**What is required**
Every record needs to be repeated exactly; its pictures do not.

**Record extracts**
□ □ □

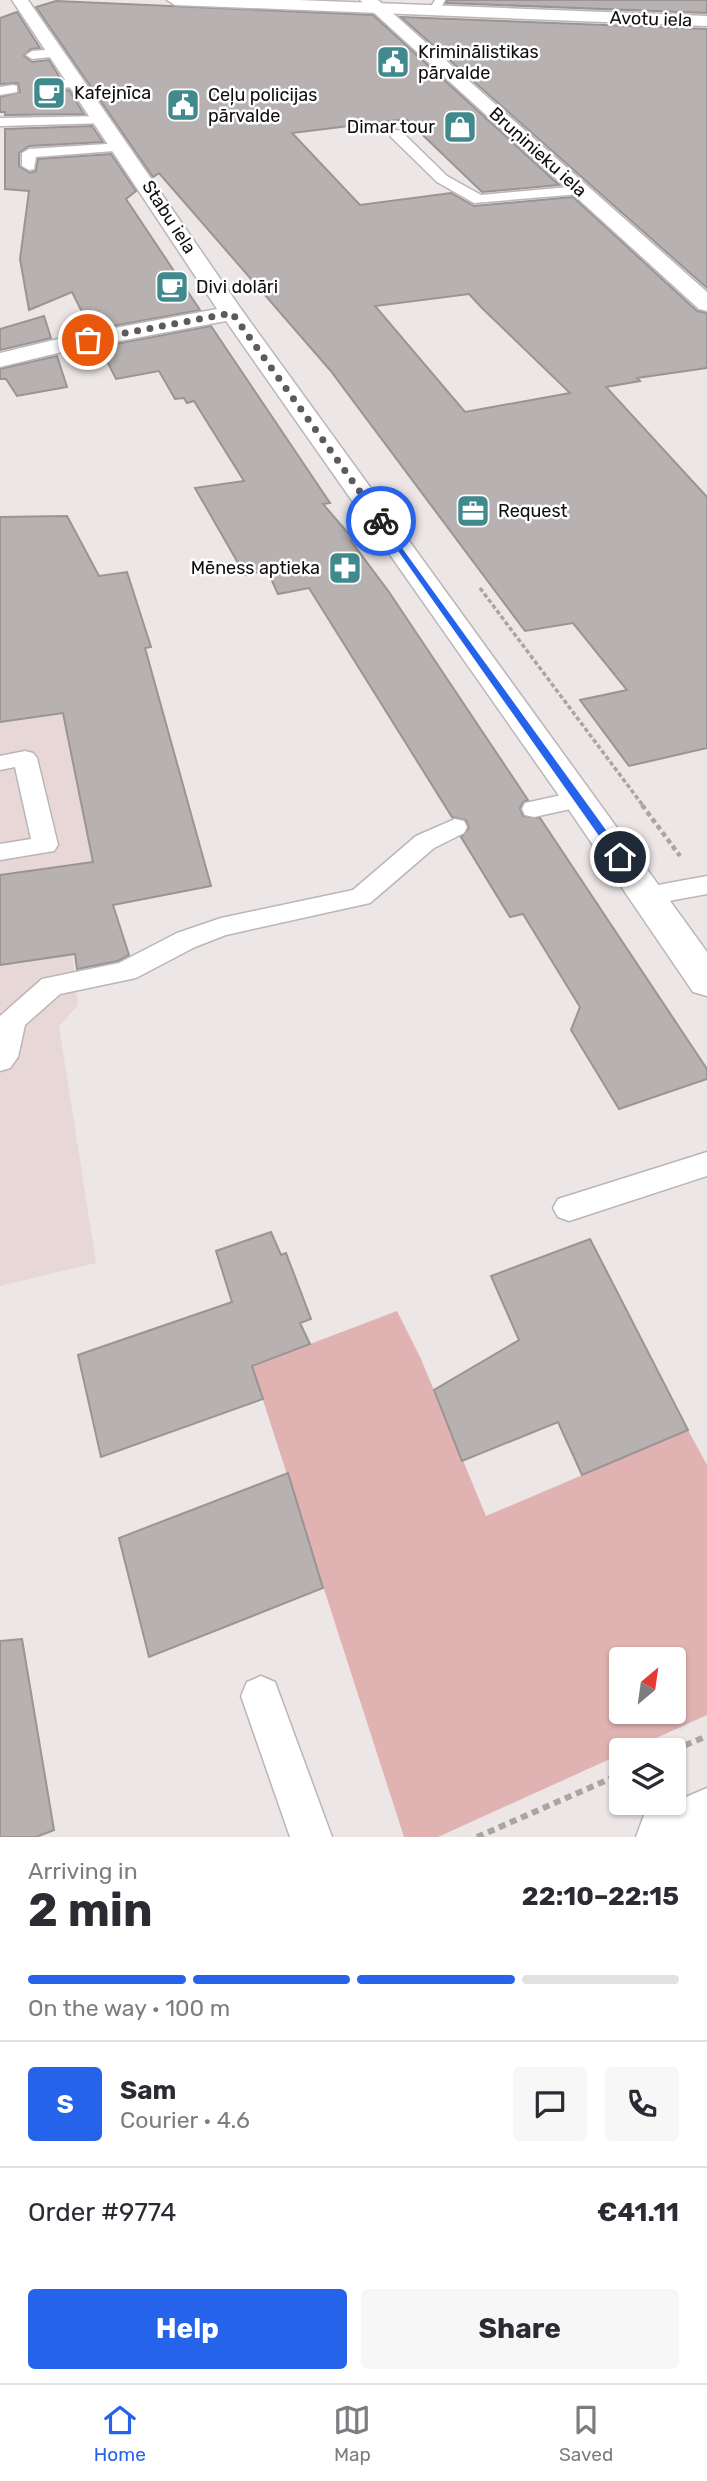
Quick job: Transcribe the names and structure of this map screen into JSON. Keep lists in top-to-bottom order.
{
  "streets": {
    "street": ["Avotu iela", "Bruņinieku iela", "Stabu iela"]
  },
  "crossings": [
    ["Avotu iela", "Bruņinieku iela"]
  ],
  "places": {
    "public building": ["Kriminālistikas pārvalde", "Ceļu policijas pārvalde"],
    "cafe": ["Kafejnīca", "Divi dolāri"],
    "shop": ["Dimar tour"],
    "office": ["Request"],
    "pharmacy": ["Mēness aptieka"]
  },
  "north": "top right",
  "page": {
    "heading": ["2 min", "Arriving in", "22:10–22:15"],
    "panel": [
      "Sam",
      "Courier · 4.6",
      "Order #9774",
      "€41.11"
    ],
    "bar": "On the way · 100 m",
    "round": "S",
    "buttons": ["Help", "Share"],
    "tabs": ["Home", "Map", "Saved"]
  }
}
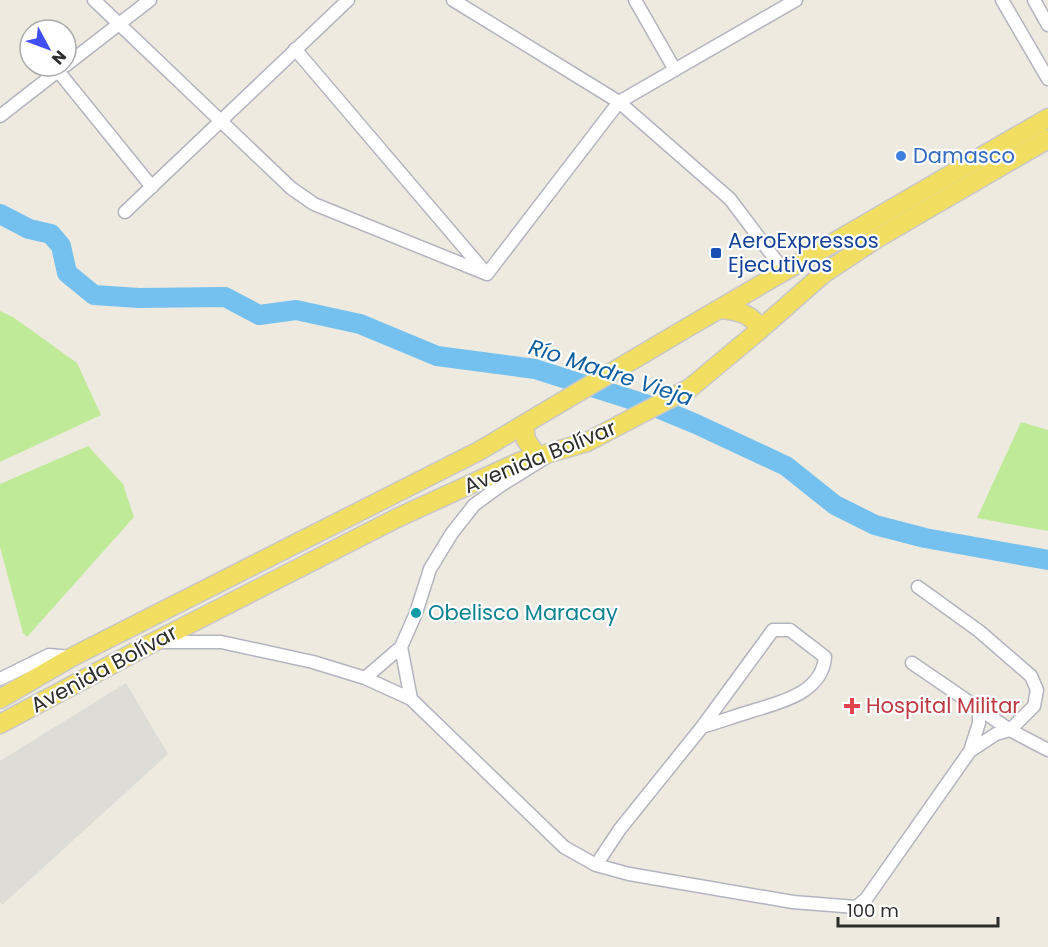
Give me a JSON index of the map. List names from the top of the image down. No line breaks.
{"streets":{"main road":["Avenida Bolívar"]},"water":["Río Madre Vieja"],"places":{"other":["Damasco","Obelisco Maracay"],"transit":["AeroExpressos Ejecutivos"],"health":["Hospital Militar"]},"scale_bar":"100 m","north":"bottom right"}
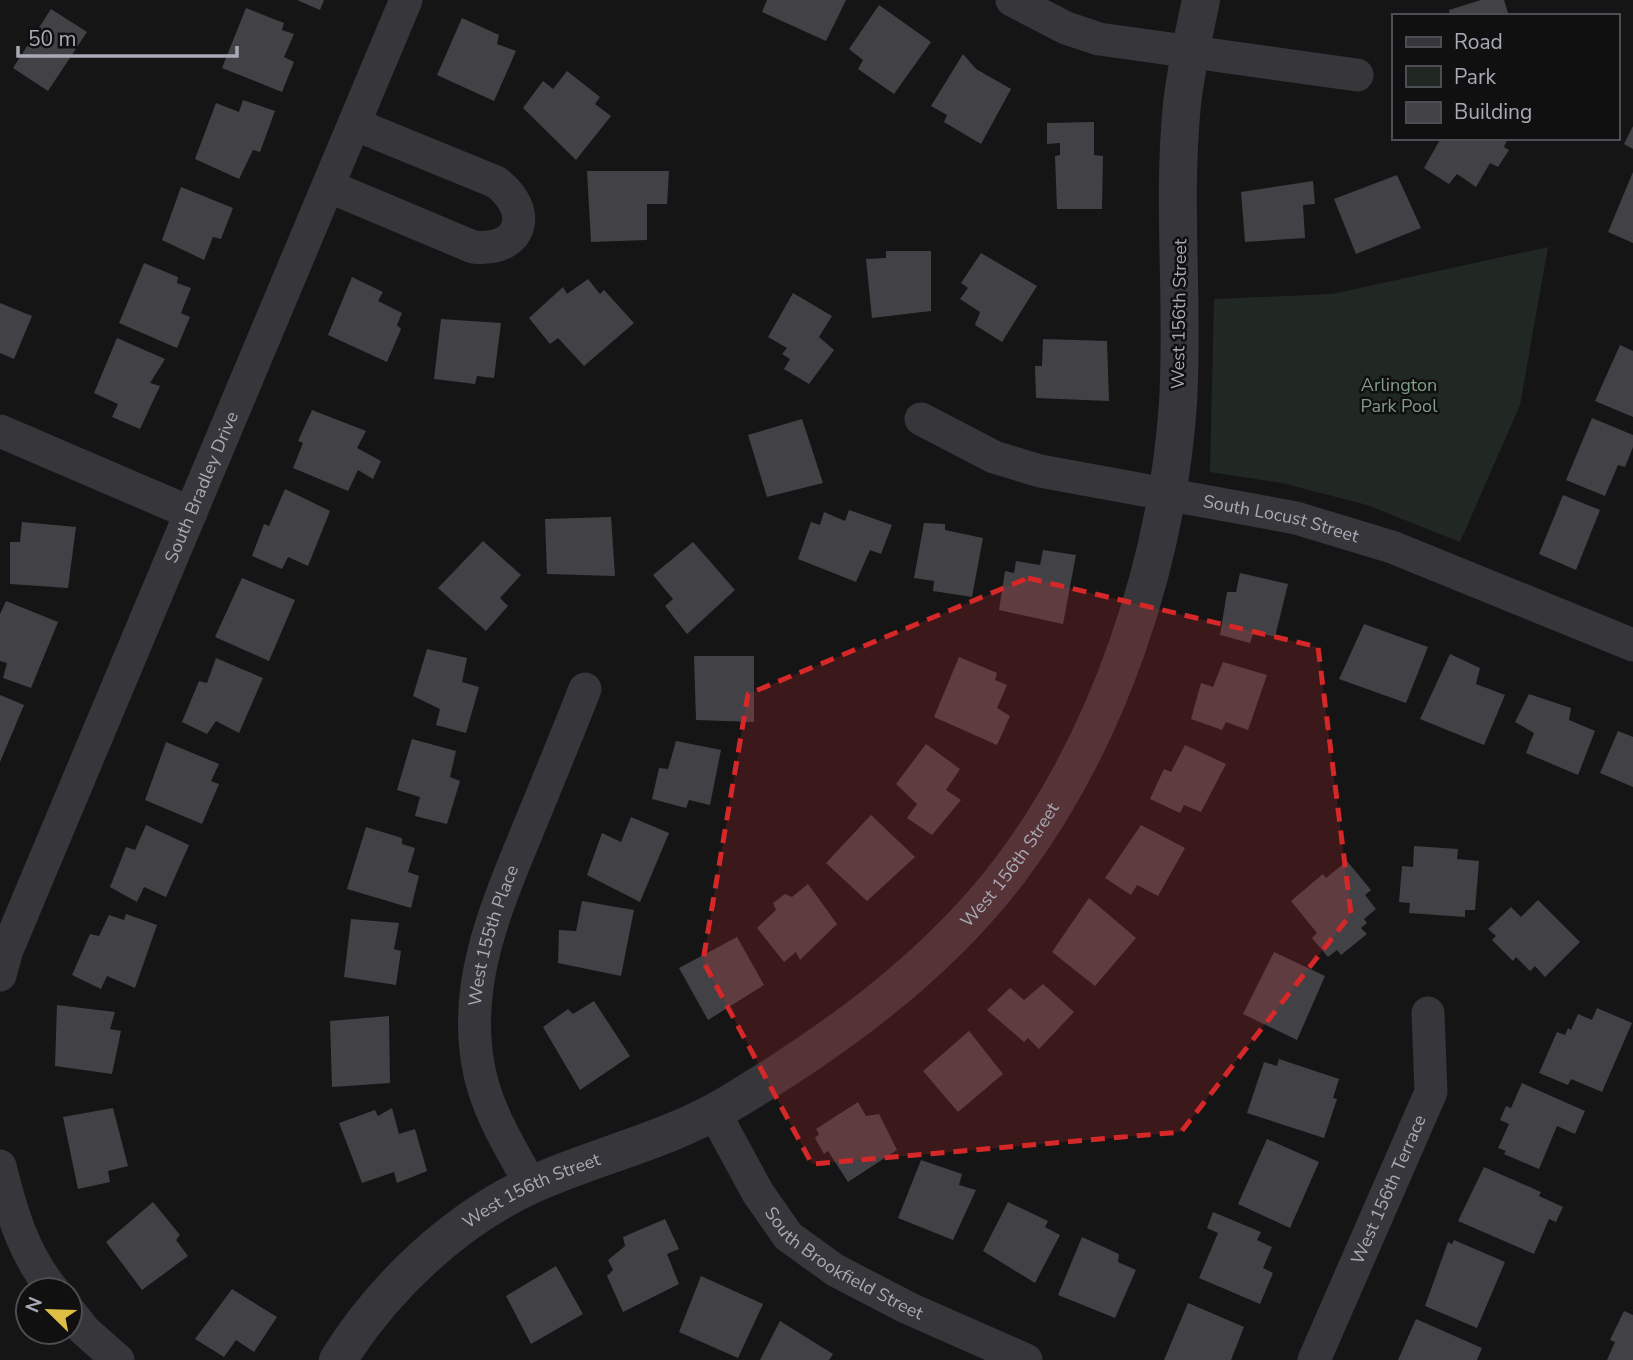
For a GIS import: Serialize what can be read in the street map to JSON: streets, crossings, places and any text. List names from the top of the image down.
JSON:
{
  "streets": {
    "street": [
      "West 156th Street",
      "South Bradley Drive",
      "South Locust Street",
      "West 155th Place",
      "West 156th Terrace",
      "South Brookfield Street"
    ]
  },
  "crossings": [
    ["West 156th Street", "South Locust Street"],
    ["West 156th Street", "West 155th Place"],
    ["West 156th Street", "South Brookfield Street"]
  ],
  "parks": ["Arlington Park Pool"],
  "legend": ["Road", "Park", "Building"],
  "scale_bar": "50 m",
  "north": "top left"
}
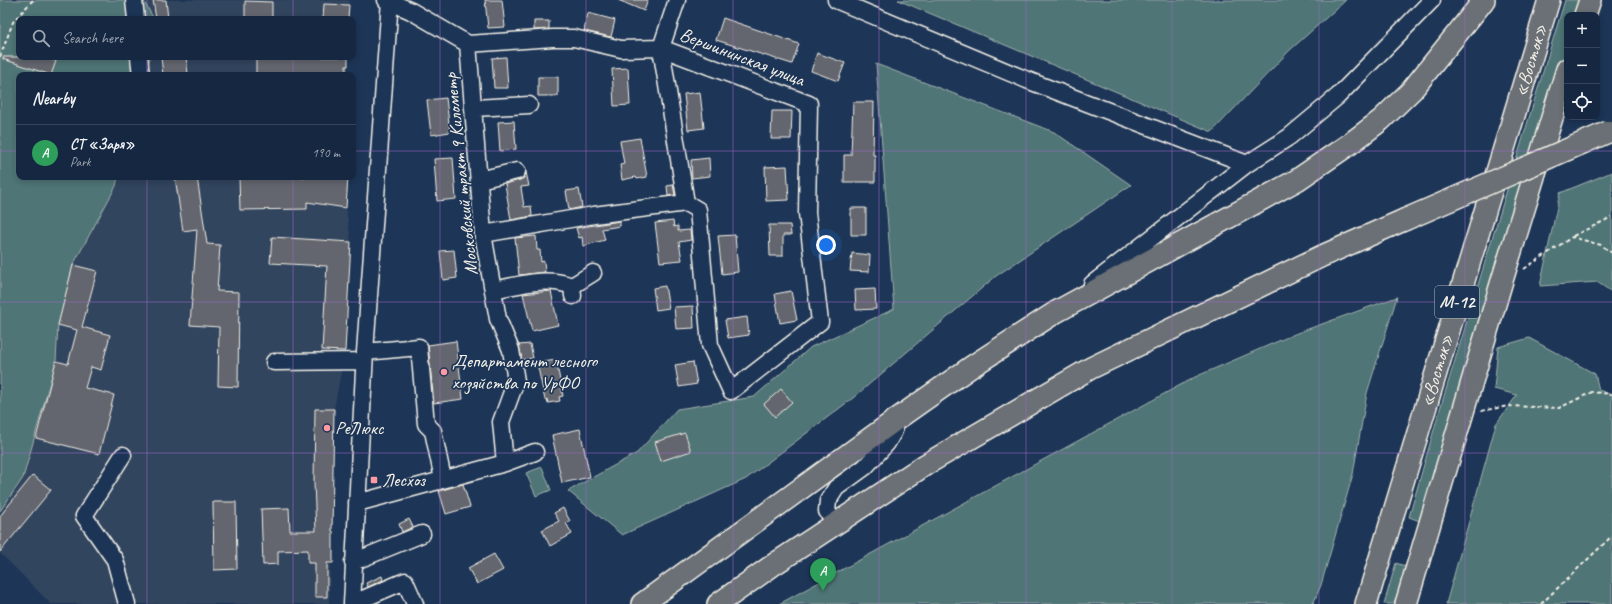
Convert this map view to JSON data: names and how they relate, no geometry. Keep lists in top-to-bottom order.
{
  "streets": {
    "main road": ["«Восток»", "М-12"],
    "street": ["Вершининская улица", "Московский тракт 9 Километр"]
  },
  "crossings": [
    ["Вершининская улица", "Московский тракт 9 Километр"]
  ],
  "places": {
    "other": ["Департамент лесного хозяйства по УрФО", "РеЛюкс"],
    "transit": ["Лесхоз"]
  },
  "page": {
    "map_buttons": ["+", "−"],
    "search": "Search here",
    "heading": "Nearby",
    "list": [
      {
        "mark": "A",
        "name": "СТ «Заря»",
        "note": "Park",
        "value": "190 m"
      }
    ],
    "pins": "A"
  }
}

□ □ □

**Exercise solution**
Quick job: Transcribe the names and structure of this map screen into JSON. Keep lists in top-to-bottom order.
{
  "streets": {
    "street": ["Avotu iela", "Bruņinieku iela", "Stabu iela"]
  },
  "crossings": [
    ["Avotu iela", "Bruņinieku iela"]
  ],
  "places": {
    "public building": ["Kriminālistikas pārvalde", "Ceļu policijas pārvalde"],
    "cafe": ["Kafejnīca", "Divi dolāri"],
    "shop": ["Dimar tour"],
    "office": ["Request"],
    "pharmacy": ["Mēness aptieka"]
  },
  "north": "top right",
  "page": {
    "heading": ["2 min", "Arriving in", "22:10–22:15"],
    "panel": [
      "Sam",
      "Courier · 4.6",
      "Order #9774",
      "€41.11"
    ],
    "bar": "On the way · 100 m",
    "round": "S",
    "buttons": ["Help", "Share"],
    "tabs": ["Home", "Map", "Saved"]
  }
}
Give me a JSON index of the map. List names from the top of the image down. No line breaks.
{"streets":{"main road":["Avenida Bolívar"]},"water":["Río Madre Vieja"],"places":{"other":["Damasco","Obelisco Maracay"],"transit":["AeroExpressos Ejecutivos"],"health":["Hospital Militar"]},"scale_bar":"100 m","north":"bottom right"}
For a GIS import: Serialize what can be read in the street map to JSON: streets, crossings, places and any text. List names from the top of the image down.
JSON:
{
  "streets": {
    "street": [
      "West 156th Street",
      "South Bradley Drive",
      "South Locust Street",
      "West 155th Place",
      "West 156th Terrace",
      "South Brookfield Street"
    ]
  },
  "crossings": [
    ["West 156th Street", "South Locust Street"],
    ["West 156th Street", "West 155th Place"],
    ["West 156th Street", "South Brookfield Street"]
  ],
  "parks": ["Arlington Park Pool"],
  "legend": ["Road", "Park", "Building"],
  "scale_bar": "50 m",
  "north": "top left"
}
Convert this map view to JSON data: names and how they relate, no geometry. Keep lists in top-to-bottom order.
{
  "streets": {
    "main road": ["«Восток»", "М-12"],
    "street": ["Вершининская улица", "Московский тракт 9 Километр"]
  },
  "crossings": [
    ["Вершининская улица", "Московский тракт 9 Километр"]
  ],
  "places": {
    "other": ["Департамент лесного хозяйства по УрФО", "РеЛюкс"],
    "transit": ["Лесхоз"]
  },
  "page": {
    "map_buttons": ["+", "−"],
    "search": "Search here",
    "heading": "Nearby",
    "list": [
      {
        "mark": "A",
        "name": "СТ «Заря»",
        "note": "Park",
        "value": "190 m"
      }
    ],
    "pins": "A"
  }
}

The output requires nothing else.